# Thread: roots of minimal polynomial in a simple field extension.

1. ## roots of minimal polynomial in a simple field extension.

Hi,

Let $\displaystyle K$ be a field and let $\displaystyle L=K[l]$ be a simple field extension of $\displaystyle K$. Let $\displaystyle m_{K,l}$ be the minimal polynomial of $\displaystyle l$ over $\displaystyle K$.

My question is how many roots does $\displaystyle m_{K,l}$ have in $\displaystyle L$?

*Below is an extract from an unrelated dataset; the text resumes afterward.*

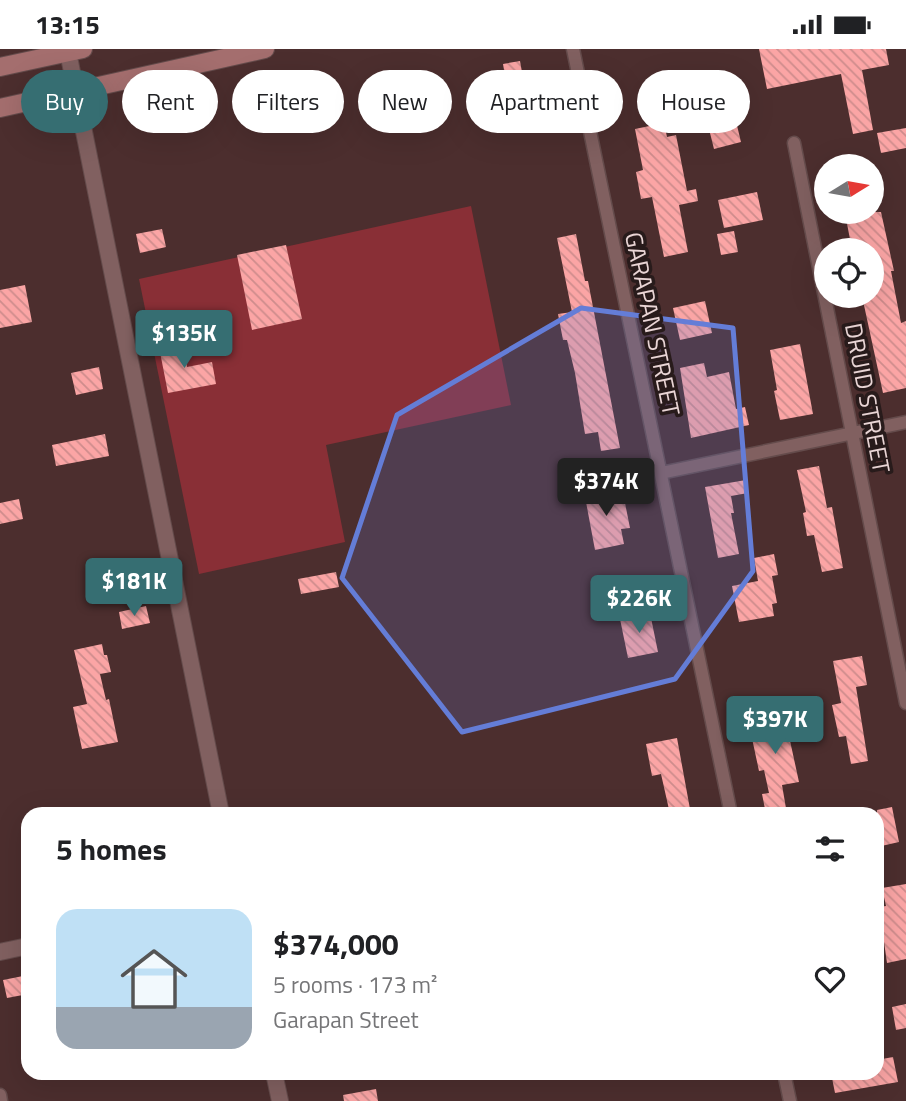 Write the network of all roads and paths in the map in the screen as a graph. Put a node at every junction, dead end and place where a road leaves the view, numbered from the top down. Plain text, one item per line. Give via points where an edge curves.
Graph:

Clearly, by definition we have that $\displaystyle m_{K,l}(l)=0$. So we at least have one roots (namely $\displaystyle l$ ) but i've got a feeling this is actually the only roots. Is that correct?

Thanks for any help!

2. ## Re: roots of minimal polynomial in a simple field extension.

Originally Posted by Ant
Hi,

Let $\displaystyle K$ be a field and let $\displaystyle L=K[l]$ be a simple field extension of $\displaystyle K$. Let $\displaystyle m_{K,l}$ be the minimal polynomial of $\displaystyle l$ over $\displaystyle K$.

My question is how many roots does $\displaystyle m_{K,l}$ have in $\displaystyle L$?

Clearly, by definition we have that $\displaystyle m_{K,l}(l)=0$. So we at least have one roots (namely $\displaystyle l$ ) but i've got a feeling this is actually the only roots. Is that correct?

Thanks for any help!
You mean "this is not actually the only root", right?